Au-delà de l’éligibilité du président par intérim, le défi majeur que doit surmonter le pays est l’absence de leader crédible pour les élections à venir. Si l’opposition présente quelques personnalités fortes, qui ont pu bénéficier des difficultés du PF au cours des dernières années, le parti est lui-même grandement divisé par des tensions et une guerre de clans. Ainsi, Edgar Lungu a été démis de ses fonctions au sein du parti par le nouveau président par intérim, lundi 3 novembre, avant d’y être réinstallé le lendemain, suite à une vague d’émeutes dans la capitale et de pressions politiques exercées sur Guy Scott. Ce revirement du Président en exercice, qui souligne son hésitation sur la marche à suivre dans cette période transitoire, ainsi que le bras de fer qui s’est instauré entre lui-même et les autres factions du PF, laissent présager une transition complexe. Si le pays est toujours en période de deuil, les débats devraient très rapidement prendre de l’ampleur après les funérailles de Michael Sata, le 11 novembre.

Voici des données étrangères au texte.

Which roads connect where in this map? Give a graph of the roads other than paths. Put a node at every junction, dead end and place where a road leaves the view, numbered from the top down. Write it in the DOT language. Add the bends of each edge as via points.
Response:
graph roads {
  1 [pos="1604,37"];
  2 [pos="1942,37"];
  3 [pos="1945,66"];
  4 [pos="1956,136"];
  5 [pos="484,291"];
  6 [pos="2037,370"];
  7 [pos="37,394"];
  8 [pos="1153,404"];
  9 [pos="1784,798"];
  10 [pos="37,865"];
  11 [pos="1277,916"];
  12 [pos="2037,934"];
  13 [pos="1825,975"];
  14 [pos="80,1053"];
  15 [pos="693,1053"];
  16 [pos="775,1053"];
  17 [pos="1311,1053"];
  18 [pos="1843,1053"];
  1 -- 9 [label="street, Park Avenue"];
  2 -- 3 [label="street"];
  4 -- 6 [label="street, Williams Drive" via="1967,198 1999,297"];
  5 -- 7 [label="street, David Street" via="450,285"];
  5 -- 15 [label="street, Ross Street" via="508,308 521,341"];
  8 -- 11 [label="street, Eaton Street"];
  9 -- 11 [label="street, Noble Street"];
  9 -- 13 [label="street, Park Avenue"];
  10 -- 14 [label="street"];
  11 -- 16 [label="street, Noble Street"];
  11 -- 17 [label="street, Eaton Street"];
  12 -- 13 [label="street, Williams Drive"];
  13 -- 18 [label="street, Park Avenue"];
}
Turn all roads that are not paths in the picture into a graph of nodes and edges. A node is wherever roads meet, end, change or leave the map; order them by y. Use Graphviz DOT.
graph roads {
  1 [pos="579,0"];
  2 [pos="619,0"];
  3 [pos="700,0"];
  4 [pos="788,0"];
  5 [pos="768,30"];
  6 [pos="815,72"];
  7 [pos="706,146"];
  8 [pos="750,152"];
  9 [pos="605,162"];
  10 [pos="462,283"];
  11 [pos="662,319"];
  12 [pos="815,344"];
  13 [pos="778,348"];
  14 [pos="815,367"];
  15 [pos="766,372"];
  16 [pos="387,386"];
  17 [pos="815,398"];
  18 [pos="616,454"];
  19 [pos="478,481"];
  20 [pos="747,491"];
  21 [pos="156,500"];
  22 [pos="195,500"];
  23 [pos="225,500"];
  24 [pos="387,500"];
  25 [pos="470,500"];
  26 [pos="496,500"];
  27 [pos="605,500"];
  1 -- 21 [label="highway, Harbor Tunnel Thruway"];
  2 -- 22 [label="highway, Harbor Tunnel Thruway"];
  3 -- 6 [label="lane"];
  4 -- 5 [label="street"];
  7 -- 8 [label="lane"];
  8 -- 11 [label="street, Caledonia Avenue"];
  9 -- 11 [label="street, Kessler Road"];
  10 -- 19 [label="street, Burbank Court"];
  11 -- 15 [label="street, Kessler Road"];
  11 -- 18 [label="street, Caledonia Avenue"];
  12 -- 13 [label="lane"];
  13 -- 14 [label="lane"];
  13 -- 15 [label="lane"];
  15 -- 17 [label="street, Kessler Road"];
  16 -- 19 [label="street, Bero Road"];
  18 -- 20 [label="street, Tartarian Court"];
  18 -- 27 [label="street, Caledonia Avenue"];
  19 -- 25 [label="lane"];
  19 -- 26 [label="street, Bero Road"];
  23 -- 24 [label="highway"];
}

Si les médias internationaux se sont initialement principalement focalisés sur la couleur de peau du nouveau président zambien, le pays est en réalité engagé dans une réelle transition politique, entravée par une confusion juridique et une absence de perspectives claires.
Il faut espérer que la Zambie saura, une fois de plus, faire preuve de son pacifisme historique face aux défis qui s’annoncent, pour résoudre la crise politique créée par la vacance du pouvoir, ne pas sombrer dans une analyse postcoloniale xénophobe opposant « Blancs » et « Noirs » et continuer de développer de façon durable son économie, après une série de politiques économiques contestées ayant entrainé, l’année passée, une dévaluation rapide de la monnaie nationale.